─── INPUT

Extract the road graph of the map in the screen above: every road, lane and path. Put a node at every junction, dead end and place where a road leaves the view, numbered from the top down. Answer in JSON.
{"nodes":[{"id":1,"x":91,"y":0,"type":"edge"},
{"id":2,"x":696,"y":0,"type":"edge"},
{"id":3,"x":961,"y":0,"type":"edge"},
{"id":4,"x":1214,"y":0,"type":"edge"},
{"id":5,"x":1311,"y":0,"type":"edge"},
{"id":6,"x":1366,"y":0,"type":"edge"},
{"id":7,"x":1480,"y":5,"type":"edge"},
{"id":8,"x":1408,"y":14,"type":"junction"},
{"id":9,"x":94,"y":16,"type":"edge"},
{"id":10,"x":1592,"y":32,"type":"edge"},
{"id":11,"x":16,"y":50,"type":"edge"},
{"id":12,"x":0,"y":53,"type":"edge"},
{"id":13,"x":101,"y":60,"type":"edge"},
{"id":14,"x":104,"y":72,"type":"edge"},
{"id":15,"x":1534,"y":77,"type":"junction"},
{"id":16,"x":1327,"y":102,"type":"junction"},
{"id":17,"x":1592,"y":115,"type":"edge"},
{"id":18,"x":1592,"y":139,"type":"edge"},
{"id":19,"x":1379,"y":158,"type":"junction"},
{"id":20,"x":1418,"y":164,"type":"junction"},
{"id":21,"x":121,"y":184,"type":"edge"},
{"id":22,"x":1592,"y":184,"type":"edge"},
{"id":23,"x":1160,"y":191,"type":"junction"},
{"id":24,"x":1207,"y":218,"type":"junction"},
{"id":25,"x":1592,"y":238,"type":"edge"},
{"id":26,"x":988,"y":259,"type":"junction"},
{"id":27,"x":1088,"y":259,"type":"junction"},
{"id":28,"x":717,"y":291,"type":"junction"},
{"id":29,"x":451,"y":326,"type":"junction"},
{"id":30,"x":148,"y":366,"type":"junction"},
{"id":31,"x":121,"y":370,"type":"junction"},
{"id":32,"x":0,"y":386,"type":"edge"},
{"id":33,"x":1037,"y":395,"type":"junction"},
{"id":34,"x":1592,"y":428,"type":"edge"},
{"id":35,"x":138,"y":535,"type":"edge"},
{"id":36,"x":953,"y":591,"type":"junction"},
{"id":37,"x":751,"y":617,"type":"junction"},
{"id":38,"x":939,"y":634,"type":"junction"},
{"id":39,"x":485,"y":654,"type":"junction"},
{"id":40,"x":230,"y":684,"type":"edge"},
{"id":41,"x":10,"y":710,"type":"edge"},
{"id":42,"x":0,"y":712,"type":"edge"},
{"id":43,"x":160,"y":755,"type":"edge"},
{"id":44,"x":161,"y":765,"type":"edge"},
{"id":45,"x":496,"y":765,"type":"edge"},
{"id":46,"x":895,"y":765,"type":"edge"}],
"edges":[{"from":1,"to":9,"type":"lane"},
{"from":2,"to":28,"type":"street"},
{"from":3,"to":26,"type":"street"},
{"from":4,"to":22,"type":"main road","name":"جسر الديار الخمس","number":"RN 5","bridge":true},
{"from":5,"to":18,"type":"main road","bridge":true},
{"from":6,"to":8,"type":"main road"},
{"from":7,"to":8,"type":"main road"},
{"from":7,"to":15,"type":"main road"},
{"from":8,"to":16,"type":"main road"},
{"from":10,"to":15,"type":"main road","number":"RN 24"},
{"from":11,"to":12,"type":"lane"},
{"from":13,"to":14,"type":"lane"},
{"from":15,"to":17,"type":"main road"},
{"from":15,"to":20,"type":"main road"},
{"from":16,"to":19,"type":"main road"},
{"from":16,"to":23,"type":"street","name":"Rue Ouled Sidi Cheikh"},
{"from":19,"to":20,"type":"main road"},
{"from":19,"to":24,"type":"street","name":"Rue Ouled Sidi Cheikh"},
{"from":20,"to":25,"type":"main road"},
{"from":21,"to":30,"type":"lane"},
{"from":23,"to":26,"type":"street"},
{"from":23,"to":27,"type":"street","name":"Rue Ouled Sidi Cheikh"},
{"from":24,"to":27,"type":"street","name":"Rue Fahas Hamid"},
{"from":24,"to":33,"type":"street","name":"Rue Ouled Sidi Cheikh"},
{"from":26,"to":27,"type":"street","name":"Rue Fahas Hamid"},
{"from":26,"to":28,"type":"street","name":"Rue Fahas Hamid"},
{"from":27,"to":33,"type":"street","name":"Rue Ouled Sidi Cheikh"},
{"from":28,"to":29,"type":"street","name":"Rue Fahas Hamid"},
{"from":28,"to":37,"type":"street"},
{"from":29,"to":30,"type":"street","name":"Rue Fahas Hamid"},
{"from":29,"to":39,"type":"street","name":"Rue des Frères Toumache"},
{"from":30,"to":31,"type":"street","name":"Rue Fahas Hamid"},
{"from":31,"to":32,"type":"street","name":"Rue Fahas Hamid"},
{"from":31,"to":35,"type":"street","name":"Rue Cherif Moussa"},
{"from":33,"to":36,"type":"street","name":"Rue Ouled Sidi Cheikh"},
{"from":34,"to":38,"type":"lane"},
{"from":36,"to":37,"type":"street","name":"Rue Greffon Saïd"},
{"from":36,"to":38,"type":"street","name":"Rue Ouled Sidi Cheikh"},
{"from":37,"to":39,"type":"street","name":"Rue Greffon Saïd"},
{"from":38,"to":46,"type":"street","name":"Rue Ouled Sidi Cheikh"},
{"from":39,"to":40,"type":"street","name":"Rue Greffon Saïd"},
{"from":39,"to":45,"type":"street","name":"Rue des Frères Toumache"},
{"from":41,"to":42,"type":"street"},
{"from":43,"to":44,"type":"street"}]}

──────

> **BRIEF**
Only a number is wanted here: the count of lines in the material above that contain "Sidi".

> **WRITTEN ANSWER**
8